Your assignment:
Among the lines of the records, please find those that contain the word "Santa" and copy them.

##### Source material

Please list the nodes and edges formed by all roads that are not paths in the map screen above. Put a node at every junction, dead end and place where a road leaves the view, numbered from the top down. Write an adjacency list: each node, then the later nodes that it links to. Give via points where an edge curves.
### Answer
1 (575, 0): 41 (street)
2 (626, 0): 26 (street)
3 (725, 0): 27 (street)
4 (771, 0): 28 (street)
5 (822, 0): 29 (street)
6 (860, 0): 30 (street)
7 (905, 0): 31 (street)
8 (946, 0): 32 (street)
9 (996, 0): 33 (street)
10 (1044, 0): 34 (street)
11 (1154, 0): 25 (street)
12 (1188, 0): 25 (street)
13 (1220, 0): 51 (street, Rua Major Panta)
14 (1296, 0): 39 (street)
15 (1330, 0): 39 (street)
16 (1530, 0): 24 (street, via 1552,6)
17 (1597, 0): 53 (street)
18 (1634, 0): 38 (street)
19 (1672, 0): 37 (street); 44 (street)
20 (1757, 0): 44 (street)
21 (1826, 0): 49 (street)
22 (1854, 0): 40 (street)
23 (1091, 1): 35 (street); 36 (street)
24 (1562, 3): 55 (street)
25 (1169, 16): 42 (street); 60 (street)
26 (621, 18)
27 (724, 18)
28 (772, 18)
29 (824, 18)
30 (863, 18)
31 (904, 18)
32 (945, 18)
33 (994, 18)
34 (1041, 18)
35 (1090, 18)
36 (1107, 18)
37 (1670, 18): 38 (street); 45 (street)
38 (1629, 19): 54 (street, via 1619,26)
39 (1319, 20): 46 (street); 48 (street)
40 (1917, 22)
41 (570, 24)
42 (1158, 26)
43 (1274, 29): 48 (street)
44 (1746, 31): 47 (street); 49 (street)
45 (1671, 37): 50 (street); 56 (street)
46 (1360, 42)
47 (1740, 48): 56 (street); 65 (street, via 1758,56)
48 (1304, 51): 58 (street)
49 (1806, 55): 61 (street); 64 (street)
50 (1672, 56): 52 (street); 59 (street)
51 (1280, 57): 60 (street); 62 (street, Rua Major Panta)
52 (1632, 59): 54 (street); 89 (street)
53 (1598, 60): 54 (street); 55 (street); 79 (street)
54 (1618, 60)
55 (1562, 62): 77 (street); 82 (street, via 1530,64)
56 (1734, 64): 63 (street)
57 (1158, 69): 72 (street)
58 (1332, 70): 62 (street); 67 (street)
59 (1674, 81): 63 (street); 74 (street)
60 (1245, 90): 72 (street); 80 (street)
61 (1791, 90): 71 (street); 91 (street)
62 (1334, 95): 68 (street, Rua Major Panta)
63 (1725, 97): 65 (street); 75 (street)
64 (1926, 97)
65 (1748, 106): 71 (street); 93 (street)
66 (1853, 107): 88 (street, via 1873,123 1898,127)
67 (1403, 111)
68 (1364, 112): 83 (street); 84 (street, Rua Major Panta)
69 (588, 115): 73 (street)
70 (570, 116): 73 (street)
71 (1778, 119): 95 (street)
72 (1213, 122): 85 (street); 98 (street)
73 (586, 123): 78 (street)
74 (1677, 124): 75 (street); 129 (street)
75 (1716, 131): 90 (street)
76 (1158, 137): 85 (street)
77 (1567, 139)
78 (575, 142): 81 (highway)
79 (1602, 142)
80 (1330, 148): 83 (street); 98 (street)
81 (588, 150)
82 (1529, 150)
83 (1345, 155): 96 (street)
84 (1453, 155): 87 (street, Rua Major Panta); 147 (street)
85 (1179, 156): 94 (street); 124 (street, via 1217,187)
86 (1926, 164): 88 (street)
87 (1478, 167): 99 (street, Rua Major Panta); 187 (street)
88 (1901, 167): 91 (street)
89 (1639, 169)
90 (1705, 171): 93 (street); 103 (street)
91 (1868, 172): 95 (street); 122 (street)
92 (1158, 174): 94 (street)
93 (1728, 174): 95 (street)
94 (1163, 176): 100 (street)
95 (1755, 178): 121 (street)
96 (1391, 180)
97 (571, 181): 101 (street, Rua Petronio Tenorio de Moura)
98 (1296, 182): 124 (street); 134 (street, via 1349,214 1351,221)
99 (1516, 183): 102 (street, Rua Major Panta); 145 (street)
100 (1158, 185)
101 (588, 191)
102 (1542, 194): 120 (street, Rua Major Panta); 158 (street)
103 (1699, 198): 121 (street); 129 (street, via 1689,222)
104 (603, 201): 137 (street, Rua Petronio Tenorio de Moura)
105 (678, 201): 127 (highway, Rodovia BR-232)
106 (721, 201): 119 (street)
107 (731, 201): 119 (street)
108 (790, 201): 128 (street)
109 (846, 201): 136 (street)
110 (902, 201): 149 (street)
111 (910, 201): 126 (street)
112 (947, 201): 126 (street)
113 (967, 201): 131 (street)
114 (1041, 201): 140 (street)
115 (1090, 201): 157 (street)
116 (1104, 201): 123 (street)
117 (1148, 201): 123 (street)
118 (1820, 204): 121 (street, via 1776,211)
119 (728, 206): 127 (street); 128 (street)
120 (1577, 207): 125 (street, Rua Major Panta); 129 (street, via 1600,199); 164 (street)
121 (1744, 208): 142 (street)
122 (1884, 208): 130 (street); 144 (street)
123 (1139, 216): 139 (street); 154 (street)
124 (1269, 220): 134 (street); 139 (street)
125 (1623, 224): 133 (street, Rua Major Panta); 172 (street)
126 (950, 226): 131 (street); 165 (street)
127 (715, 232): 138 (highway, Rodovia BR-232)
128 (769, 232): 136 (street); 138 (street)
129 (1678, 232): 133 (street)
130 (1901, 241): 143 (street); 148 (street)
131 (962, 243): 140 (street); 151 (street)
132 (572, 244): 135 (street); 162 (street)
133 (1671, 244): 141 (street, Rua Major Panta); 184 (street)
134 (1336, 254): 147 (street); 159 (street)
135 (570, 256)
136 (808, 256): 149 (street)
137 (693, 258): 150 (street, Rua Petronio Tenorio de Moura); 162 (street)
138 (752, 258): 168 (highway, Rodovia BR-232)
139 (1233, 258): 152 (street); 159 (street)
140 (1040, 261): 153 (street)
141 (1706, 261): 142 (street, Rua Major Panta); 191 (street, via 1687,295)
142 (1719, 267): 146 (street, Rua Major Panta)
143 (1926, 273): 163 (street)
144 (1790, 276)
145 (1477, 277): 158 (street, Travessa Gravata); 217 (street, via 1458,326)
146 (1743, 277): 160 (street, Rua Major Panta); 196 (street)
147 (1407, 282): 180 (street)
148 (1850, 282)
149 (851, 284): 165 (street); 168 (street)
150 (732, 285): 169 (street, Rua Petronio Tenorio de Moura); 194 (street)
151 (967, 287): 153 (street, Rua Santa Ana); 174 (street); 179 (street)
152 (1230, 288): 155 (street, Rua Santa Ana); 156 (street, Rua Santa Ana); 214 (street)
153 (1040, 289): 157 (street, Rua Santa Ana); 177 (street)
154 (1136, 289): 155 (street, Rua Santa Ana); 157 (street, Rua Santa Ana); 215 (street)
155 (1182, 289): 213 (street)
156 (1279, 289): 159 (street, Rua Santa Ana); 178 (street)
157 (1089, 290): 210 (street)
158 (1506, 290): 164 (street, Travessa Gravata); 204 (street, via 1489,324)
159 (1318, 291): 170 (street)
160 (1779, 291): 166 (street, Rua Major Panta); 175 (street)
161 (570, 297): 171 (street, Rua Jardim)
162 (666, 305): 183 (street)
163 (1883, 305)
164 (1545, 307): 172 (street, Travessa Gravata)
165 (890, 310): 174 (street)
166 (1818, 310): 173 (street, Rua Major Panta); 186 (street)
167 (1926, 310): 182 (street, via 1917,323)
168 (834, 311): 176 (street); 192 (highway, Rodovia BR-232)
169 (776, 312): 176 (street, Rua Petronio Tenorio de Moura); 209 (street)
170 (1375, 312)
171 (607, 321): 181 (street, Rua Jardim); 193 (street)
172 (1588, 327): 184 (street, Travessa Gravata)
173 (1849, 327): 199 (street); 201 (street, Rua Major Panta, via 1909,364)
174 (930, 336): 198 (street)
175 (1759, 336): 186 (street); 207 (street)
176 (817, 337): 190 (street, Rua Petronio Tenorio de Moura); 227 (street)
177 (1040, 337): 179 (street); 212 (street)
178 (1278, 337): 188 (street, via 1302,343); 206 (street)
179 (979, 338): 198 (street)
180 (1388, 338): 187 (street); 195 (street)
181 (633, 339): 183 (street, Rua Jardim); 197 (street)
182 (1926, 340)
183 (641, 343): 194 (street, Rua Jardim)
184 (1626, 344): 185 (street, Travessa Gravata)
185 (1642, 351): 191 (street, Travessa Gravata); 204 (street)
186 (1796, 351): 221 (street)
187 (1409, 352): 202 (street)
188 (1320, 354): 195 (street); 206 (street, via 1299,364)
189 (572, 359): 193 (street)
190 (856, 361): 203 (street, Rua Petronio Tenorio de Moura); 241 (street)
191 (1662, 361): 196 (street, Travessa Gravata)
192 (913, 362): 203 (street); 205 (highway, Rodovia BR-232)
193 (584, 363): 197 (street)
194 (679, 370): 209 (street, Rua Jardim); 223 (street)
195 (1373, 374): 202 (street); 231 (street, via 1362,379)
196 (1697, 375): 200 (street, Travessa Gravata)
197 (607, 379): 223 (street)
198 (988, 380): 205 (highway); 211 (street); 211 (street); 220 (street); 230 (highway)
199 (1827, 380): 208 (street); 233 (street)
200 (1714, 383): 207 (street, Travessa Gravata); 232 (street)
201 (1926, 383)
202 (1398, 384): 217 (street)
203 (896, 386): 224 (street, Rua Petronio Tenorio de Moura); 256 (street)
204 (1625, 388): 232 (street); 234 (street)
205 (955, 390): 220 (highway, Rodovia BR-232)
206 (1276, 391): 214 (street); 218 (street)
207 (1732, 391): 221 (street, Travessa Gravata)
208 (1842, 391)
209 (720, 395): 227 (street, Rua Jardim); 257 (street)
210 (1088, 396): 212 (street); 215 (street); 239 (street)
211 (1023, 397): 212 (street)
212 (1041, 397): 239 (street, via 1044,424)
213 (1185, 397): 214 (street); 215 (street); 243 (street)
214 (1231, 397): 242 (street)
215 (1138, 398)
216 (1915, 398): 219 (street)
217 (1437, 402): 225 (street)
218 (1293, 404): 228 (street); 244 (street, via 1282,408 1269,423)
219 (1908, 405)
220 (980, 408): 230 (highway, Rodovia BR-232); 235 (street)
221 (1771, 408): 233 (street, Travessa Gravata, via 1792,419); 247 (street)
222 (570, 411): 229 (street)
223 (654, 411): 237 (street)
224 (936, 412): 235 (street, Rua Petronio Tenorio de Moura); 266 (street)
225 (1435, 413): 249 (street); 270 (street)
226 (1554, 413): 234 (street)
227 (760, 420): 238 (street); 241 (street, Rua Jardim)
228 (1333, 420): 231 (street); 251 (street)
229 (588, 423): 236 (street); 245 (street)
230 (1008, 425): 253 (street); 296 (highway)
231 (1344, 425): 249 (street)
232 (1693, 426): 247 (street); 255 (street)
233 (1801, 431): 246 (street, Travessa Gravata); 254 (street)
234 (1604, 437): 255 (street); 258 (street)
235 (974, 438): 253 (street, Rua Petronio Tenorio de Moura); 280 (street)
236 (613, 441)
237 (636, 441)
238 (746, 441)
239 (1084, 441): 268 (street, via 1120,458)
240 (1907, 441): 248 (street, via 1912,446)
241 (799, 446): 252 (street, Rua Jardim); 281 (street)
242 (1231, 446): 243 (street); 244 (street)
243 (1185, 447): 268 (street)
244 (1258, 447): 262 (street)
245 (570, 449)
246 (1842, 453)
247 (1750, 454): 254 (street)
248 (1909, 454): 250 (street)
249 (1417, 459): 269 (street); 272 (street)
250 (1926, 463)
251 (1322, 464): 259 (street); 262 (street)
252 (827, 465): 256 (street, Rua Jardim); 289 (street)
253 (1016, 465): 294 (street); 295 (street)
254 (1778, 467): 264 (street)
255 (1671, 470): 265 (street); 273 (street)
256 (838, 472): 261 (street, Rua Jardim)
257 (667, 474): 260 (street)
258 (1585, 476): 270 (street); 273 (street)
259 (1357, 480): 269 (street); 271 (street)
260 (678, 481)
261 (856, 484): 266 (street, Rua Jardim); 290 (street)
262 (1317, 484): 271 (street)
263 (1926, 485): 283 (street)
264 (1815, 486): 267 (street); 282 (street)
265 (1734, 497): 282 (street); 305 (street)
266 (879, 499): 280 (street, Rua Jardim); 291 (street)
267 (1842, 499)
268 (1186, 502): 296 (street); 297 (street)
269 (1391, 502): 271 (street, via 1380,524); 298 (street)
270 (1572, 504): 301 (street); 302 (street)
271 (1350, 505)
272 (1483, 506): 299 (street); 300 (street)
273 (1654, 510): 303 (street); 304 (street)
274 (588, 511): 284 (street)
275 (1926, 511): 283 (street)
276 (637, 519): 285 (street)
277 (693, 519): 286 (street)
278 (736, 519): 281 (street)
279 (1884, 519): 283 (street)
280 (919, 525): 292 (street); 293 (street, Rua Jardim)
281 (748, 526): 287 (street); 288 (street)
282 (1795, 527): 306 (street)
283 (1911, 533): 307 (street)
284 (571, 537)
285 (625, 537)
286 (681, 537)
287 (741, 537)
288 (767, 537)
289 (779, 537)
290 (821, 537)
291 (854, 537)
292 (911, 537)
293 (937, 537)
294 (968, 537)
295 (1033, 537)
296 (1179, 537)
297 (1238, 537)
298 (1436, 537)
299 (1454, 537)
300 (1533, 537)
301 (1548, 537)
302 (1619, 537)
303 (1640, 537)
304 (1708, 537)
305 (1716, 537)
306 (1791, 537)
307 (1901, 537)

##########

Task result:
151 (967, 287): 153 (street, Rua Santa Ana); 174 (street); 179 (street)
152 (1230, 288): 155 (street, Rua Santa Ana); 156 (street, Rua Santa Ana); 214 (street)
153 (1040, 289): 157 (street, Rua Santa Ana); 177 (street)
154 (1136, 289): 155 (street, Rua Santa Ana); 157 (street, Rua Santa Ana); 215 (street)
156 (1279, 289): 159 (street, Rua Santa Ana); 178 (street)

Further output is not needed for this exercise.